Production lasted three years, with Nintendo approaching the developers to create an RPG for the Wii. The team included Tales scenario writer Takumi Miyajima, and artists Kenichi Yoshida and Shin Nagasawa. The music was a collaborative effort between Yasunori Mitsuda, Shunsuke Tsuchiya and Yuki Harada, with the theme song written and performed by Ryfia's voice actress Yui Makino. Debuting to poor sales, the game saw a mixed reaction from critics, with most of the praise going towards its battle system. Reactions to its story, music, and graphics were more varied. A recurring complaint was the localization and English dub, with Ignition later admitting its poor quality and changing its localization partners.

==Gameplay==

An early battle in Arc Rise Fantasia: party member Alphonse attacks an enemy.
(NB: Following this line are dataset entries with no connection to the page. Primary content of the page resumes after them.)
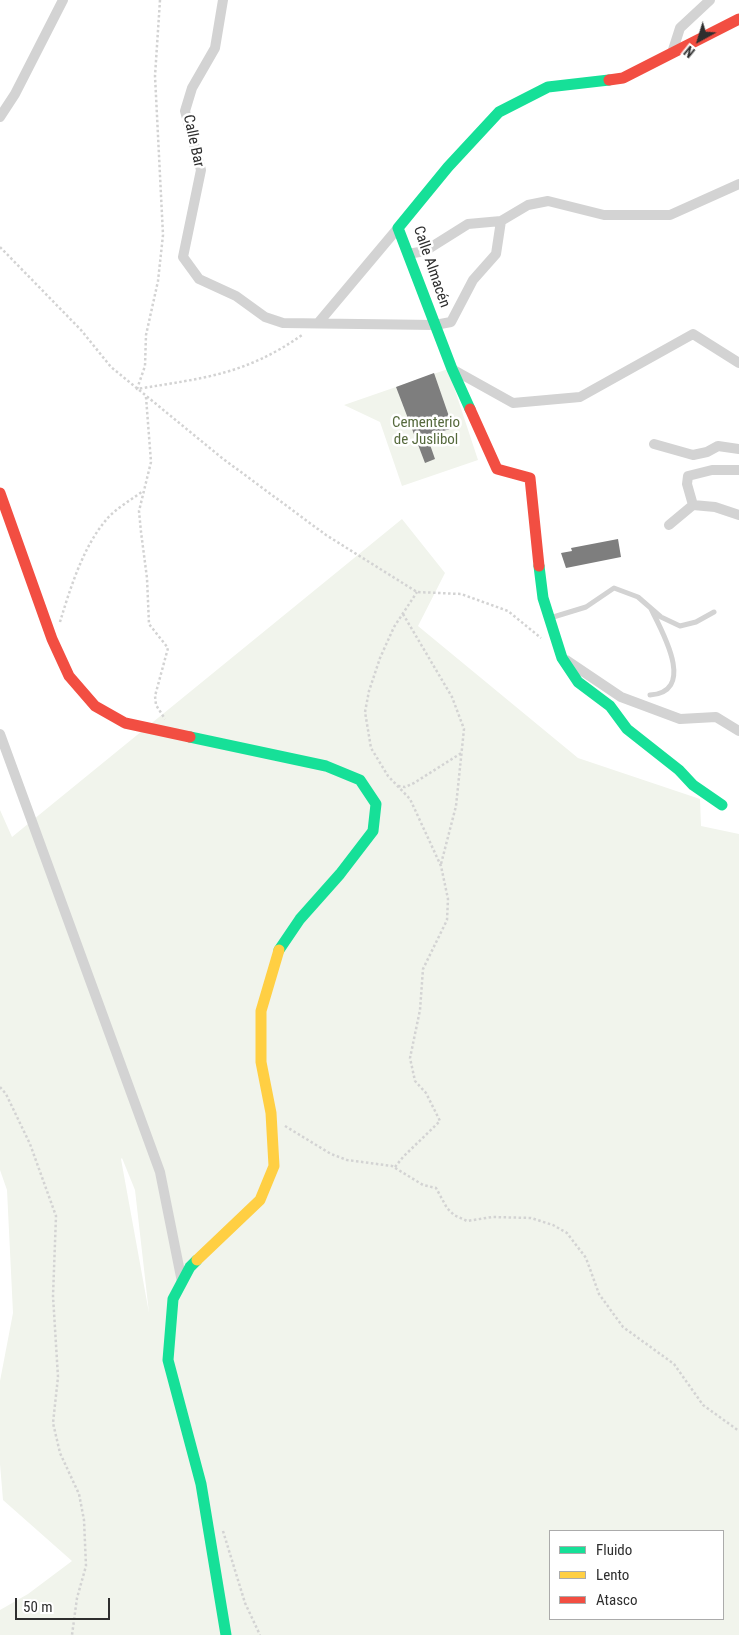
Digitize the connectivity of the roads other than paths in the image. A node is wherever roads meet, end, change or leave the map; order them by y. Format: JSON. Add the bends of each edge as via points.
{"nodes":[{"id":1,"x":63,"y":0,"type":"edge"},
{"id":2,"x":223,"y":0,"type":"edge"},
{"id":3,"x":710,"y":0,"type":"edge"},
{"id":4,"x":739,"y":19,"type":"edge"},
{"id":5,"x":672,"y":53,"type":"junction"},
{"id":6,"x":0,"y":117,"type":"edge"},
{"id":7,"x":739,"y":184,"type":"edge"},
{"id":8,"x":501,"y":221,"type":"junction"},
{"id":9,"x":398,"y":228,"type":"junction"},
{"id":10,"x":408,"y":254,"type":"junction"},
{"id":11,"x":319,"y":322,"type":"junction"},
{"id":12,"x":435,"y":325,"type":"junction"},
{"id":13,"x":739,"y":363,"type":"edge"},
{"id":14,"x":452,"y":369,"type":"junction"},
{"id":15,"x":654,"y":444,"type":"dead end"},
{"id":16,"x":739,"y":450,"type":"edge"},
{"id":17,"x":739,"y":470,"type":"edge"},
{"id":18,"x":0,"y":493,"type":"edge"},
{"id":19,"x":693,"y":504,"type":"junction"},
{"id":20,"x":739,"y":516,"type":"edge"},
{"id":21,"x":669,"y":525,"type":"dead end"},
{"id":22,"x":650,"y":607,"type":"junction"},
{"id":23,"x":714,"y":612,"type":"dead end"},
{"id":24,"x":550,"y":618,"type":"junction"},
{"id":25,"x":562,"y":658,"type":"junction"},
{"id":26,"x":650,"y":695,"type":"dead end"},
{"id":27,"x":739,"y":731,"type":"edge"},
{"id":28,"x":0,"y":734,"type":"edge"},
{"id":29,"x":722,"y":806,"type":"dead end"},
{"id":30,"x":182,"y":1282,"type":"junction"},
{"id":31,"x":226,"y":1635,"type":"edge"}],
"edges":[{"from":1,"to":6,"type":"street"},
{"from":2,"to":11,"type":"street","name":"Calle Bar","via":[[215,48],[192,88],[185,111],[201,170],[183,257],[199,279],[236,296],[265,317],[283,324]]},
{"from":3,"to":5,"type":"street","via":[[680,28]]},
{"from":4,"to":5,"type":"street","name":"Calle Almacén"},
{"from":5,"to":9,"type":"street","name":"Calle Almacén","via":[[624,78],[548,87],[498,112]]},
{"from":7,"to":8,"type":"street","via":[[670,215],[604,215],[548,202],[528,205]]},
{"from":8,"to":10,"type":"street","via":[[468,224],[425,251]]},
{"from":8,"to":12,"type":"street","via":[[496,254],[473,280],[451,322]]},
{"from":9,"to":10,"type":"street","name":"Calle Almacén"},
{"from":9,"to":11,"type":"street"},
{"from":10,"to":12,"type":"street","name":"Calle Almacén"},
{"from":11,"to":12,"type":"street"},
{"from":12,"to":14,"type":"street","name":"Calle Almacén"},
{"from":13,"to":14,"type":"street","via":[[693,334],[580,397],[513,403]]},
{"from":14,"to":24,"type":"street","name":"Calle Almacén","via":[[497,469],[530,478],[543,598]]},
{"from":15,"to":16,"type":"street","via":[[693,455],[718,446]]},
{"from":17,"to":19,"type":"street","via":[[712,470],[688,476]]},
{"from":18,"to":30,"type":"street","via":[[52,639],[69,676],[95,706],[125,723],[326,766],[360,780],[376,804],[373,831],[300,919],[279,950],[261,1011],[261,1062],[272,1121],[274,1166],[260,1200],[190,1267]]},
{"from":19,"to":20,"type":"street","via":[[715,507]]},
{"from":19,"to":21,"type":"street"},
{"from":22,"to":23,"type":"lane","via":[[672,624],[680,626]]},
{"from":22,"to":24,"type":"lane","via":[[638,597],[614,588],[586,608]]},
{"from":22,"to":26,"type":"lane","via":[[673,659],[673,675],[668,688],[663,693]]},
{"from":24,"to":25,"type":"street","name":"Calle Almacén"},
{"from":25,"to":27,"type":"street","via":[[621,697],[680,719],[716,717]]},
{"from":25,"to":29,"type":"street","name":"Calle Almacén","via":[[578,682],[610,706],[627,729]]},
{"from":28,"to":30,"type":"street","via":[[160,1172]]},
{"from":30,"to":31,"type":"street","via":[[173,1299],[168,1360],[201,1484]]}]}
Arc Rise Fantasia is a role-playing video game (RPG) where players principally take on the role of protagonist L'Arc Bright Lagoon and a growing party of companions. The story is communicated through full motion cutscenes using CGI or in-game character models, visual novel-like voiced sequences showing dialogue between characters represented as portraits, and text-based "Skits" activated by the player during exploration. Controlling L'Arc, the player navigates overworld zones, and more detailed dungeon and town environments. In towns, the party can interact with shop keepers to buy supplies and items such as weapons and armor or accessories. Guilds found through the game give access to side quests. The player can also engage in a slot machine minigame to win powerful equipment and items using special coins found during exploration. Similar rare items and equipment can be earned by defeating special monsters in dungeons.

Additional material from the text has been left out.